Desde que o Hamas atacou Israel, em 7 de outubro, comunidades israelenses e palestinas na América Latina têm acompanhado com atenção a crise no Oriente Médio.
Grandes cidades latino-americanas têm sido palco de manifestações relacionadas à guerra, que desde então custou a vida a 1.400 pessoas do lado israelense, segundo Israel, e 10 mil palestinos, segundo o Ministério da Saúde de Gaza, administrado pelo Hamas.
Neste contexto, o Chile tem uma particularidade: o país abriga a maior colônia de origem palestina fora do mundo árabe. E uma das mais antigas.
Estima-se que cerca de 500 mil pessoas no Chile pertençam a essa comunidade no país.
“Estamos muito comovidos com o que está acontecendo em Gaza. Muito abalados pelas imagens que vêm de lá”, disse Diego Khamis, diretor executivo da Comunidade Palestina no Chile, à BBC News Mundo, serviço em espanhol da BBC.
A representante diplomática palestina no país sul-americano, Vera Baboun, explica que “historicamente, a comunidade palestina no Chile tem se empenhado em rejeitar todas as atrocidades que a nação palestina vivencia”.
Muitos têm parentes que vivem na Faixa de Gaza ou territórios próximos e tentam manter contato em meio aos cortes de internet e comunicações.
Um dos casos mais emblemáticos foi o de Ghassan Sahurie, um menino chileno-palestino de sete anos que ficou vários dias desaparecido em Gaza até ser encontrado em um dos hospitais locais, segundo informou à imprensa seu tio, que mora no Chile.
Mas como o Chile conseguiu estabelecer um vínculo tão forte com a comunidade palestina?
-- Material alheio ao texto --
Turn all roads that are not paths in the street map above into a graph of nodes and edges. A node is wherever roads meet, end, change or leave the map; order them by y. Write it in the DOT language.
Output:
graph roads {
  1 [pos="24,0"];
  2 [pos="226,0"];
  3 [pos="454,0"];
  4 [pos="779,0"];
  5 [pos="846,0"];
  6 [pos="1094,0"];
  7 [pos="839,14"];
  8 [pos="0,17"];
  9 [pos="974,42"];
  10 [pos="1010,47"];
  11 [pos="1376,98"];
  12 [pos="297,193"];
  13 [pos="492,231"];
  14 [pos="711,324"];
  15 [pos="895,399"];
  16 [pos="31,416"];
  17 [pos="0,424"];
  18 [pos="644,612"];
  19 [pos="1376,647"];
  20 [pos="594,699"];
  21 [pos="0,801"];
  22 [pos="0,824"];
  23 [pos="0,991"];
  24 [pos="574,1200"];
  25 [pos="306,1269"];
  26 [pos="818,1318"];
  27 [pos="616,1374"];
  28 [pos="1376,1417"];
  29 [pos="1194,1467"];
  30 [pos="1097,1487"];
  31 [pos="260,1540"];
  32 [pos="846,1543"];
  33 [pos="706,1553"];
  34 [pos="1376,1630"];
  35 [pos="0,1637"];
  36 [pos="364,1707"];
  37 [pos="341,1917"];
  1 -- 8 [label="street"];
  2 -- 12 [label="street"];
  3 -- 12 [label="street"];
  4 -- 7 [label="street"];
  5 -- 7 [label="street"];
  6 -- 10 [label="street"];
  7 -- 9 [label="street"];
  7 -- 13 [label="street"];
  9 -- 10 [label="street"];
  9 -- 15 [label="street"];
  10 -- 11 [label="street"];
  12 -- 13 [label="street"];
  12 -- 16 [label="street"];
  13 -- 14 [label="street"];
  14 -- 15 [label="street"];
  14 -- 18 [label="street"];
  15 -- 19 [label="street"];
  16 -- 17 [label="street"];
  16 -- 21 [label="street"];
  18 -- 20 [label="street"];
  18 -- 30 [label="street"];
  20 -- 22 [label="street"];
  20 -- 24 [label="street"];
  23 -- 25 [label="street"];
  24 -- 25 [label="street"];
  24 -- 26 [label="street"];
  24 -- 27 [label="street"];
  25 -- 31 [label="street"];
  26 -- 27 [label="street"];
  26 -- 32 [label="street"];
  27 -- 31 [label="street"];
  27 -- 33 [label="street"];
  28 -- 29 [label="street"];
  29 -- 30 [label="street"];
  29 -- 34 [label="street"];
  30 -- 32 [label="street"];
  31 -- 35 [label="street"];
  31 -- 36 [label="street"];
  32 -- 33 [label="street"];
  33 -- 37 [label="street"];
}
E por que tantos palestinos decidiram morar ali, a 13 mil quilômetros de distância?
Para compreender o fenômeno da imigração palestina para o Chile, é preciso recuar ao final do século 19.
A região da Palestina, entre o rio Jordão e o mar Mediterrâneo, considerada sagrada por muçulmanos, judeus e católicos, pertencia naqueles anos ao Império Otomano.
“A saída de palestinos, sírios e libaneses da região ocorre em meio a uma situação de crise econômica, declínio do Império Otomano e repressão aos primeiros movimentos nacionalistas árabes na região”, explicou Ricardo Marzuca, acadêmico do Centro de Estudos Árabes da Universidade do Chile, em entrevista realizada em 2021 à BBC News Mundo.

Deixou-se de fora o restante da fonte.